The 10-city index dropped 19.1 per cent in October, its largest decline in its 21-year history, and the new numbers show the cities that hosted the greatest excesses of the housing boom are suffering the deepest drops.

Prices in Las Vegas and Phoenix, Ariz., where developers built subdivisions stretching into the desert, fell by nearly a third in October. Home prices fell 31 per cent in San Francisco and 29 per cent in Miami. Prices in New York declined 7.5 per cent in October over the same month a year ago.

Fourteen of the 20 cities in the Case-Shiller survey posted double-digit declines for the year.

The relative winner was Dallas, which had the smallest yearly decline of 3 per cent. The value of a single-family house in Detroit, which has been pummelled by closing plants and the implosion of the auto industry, was less in October than it was in October 1998.

The Case-Shiller numbers were the latest round of bleak news for the U.S. housing sector, which is at the centre of the country's broader economic troubles. Foreclosures, bad loans and collapsing housing prices contributed to the financial crisis earlier this year, and now the widening recession is dragging housing down even more.
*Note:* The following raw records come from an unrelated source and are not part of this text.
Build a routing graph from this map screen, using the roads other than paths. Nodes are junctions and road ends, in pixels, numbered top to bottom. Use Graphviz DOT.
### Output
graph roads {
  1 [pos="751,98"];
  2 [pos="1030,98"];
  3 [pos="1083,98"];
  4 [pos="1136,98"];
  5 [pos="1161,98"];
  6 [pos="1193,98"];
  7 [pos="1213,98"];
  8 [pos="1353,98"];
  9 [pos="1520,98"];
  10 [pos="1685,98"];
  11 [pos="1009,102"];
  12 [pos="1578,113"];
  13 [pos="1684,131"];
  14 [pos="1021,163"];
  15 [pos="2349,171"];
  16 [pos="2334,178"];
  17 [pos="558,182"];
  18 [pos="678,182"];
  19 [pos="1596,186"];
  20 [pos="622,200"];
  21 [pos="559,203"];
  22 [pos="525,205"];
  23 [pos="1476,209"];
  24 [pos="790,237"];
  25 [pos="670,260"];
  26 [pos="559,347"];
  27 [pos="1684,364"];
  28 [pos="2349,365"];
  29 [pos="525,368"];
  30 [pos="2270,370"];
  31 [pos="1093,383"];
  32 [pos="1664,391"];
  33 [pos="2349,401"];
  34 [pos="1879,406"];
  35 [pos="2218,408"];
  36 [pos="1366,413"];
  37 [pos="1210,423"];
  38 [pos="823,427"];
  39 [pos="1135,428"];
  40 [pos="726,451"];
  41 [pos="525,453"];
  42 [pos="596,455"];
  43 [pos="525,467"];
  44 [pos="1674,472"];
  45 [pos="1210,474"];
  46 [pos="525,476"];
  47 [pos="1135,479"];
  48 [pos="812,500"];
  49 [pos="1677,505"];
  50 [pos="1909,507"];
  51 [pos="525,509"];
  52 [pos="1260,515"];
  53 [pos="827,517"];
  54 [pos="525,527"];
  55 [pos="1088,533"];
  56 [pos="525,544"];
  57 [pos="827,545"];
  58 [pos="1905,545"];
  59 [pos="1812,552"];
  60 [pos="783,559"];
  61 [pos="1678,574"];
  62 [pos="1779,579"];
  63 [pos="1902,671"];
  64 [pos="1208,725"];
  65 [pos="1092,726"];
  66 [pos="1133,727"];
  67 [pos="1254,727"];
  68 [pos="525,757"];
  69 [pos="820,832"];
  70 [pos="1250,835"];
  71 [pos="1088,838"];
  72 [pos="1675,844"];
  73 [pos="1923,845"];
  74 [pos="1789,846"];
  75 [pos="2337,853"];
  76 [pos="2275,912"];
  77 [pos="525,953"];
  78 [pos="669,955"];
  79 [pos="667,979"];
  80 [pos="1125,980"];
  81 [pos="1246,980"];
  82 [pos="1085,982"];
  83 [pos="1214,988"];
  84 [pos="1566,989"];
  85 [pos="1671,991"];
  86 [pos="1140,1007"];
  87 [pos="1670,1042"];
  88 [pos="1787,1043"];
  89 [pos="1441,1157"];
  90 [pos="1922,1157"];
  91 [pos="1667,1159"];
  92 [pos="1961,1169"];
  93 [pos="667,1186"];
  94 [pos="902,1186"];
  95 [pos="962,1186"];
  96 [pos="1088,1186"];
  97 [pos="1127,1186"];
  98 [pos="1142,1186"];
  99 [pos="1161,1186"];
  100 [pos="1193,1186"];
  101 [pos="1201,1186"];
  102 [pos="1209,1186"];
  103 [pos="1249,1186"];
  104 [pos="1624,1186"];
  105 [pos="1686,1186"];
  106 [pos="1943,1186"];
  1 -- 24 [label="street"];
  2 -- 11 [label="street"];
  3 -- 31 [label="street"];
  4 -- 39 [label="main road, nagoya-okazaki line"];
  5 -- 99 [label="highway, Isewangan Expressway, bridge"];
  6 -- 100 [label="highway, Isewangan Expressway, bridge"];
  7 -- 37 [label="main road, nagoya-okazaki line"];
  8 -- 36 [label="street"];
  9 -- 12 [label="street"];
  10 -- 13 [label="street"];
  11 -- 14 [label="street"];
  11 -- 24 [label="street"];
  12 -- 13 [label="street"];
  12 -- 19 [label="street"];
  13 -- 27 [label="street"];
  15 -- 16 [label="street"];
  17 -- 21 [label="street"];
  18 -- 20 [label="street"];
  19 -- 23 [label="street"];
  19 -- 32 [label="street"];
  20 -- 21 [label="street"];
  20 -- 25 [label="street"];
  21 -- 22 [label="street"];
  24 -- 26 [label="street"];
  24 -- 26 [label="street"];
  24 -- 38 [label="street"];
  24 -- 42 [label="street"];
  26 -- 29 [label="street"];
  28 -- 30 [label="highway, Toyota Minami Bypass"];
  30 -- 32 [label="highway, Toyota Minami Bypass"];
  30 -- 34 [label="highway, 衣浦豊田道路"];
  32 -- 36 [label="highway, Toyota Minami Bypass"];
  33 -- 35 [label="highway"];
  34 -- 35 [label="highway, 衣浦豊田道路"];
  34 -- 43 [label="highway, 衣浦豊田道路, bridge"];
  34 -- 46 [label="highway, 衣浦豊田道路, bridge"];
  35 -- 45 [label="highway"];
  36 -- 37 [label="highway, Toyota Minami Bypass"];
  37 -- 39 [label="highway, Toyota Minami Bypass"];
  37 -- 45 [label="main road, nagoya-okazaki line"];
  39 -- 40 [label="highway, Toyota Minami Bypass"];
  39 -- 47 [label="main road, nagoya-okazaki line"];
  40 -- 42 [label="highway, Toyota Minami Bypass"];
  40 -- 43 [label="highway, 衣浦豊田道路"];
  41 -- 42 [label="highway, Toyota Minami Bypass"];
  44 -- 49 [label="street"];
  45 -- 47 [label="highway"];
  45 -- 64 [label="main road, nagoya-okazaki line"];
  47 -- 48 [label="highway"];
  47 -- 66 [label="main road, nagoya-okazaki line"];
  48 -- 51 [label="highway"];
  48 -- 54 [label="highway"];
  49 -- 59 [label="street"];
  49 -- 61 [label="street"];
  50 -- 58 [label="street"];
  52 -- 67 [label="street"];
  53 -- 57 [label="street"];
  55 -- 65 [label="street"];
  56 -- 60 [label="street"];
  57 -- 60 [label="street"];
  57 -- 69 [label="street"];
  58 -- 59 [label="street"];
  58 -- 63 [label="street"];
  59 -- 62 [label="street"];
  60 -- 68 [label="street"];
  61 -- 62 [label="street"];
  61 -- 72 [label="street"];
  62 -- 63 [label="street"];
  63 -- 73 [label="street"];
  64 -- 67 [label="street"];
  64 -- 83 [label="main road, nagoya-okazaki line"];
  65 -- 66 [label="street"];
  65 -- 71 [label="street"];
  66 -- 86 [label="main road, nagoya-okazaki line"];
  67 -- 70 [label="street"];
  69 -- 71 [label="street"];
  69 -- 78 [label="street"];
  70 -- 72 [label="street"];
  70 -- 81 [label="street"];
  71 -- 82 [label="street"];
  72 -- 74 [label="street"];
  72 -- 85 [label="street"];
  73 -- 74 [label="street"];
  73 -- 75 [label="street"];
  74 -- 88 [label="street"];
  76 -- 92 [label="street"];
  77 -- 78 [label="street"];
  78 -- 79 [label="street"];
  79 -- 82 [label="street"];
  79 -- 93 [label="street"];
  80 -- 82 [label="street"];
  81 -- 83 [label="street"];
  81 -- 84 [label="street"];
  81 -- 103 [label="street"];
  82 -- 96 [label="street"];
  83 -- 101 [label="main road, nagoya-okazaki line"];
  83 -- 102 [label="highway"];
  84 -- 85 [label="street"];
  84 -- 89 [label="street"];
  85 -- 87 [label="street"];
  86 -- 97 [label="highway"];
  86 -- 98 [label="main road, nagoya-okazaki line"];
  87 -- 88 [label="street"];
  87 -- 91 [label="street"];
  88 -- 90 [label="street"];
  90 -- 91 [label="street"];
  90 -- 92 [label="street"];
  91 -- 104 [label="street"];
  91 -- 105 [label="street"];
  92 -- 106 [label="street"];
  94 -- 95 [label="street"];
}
Last week, the U.S. National Association of Realtors reported that previously owned homes, which dominate the market, suffered their sharpest drop in more than 40 years. Home values tumbled 13 per cent in November from a year earlier, the industry group reported.

Housing is likely to deteriorate further in 2009 as the jobs picture continues to weaken. The U.S. unemployment rate is now at 6.7 per cent, its highest point in a decade, and economists predict it will rise to 8 or 10 per cent next year.

"People who think they're going to lose their job don't buy a home," said Steven Ricchiuto, chief economist at Mizuho Securities.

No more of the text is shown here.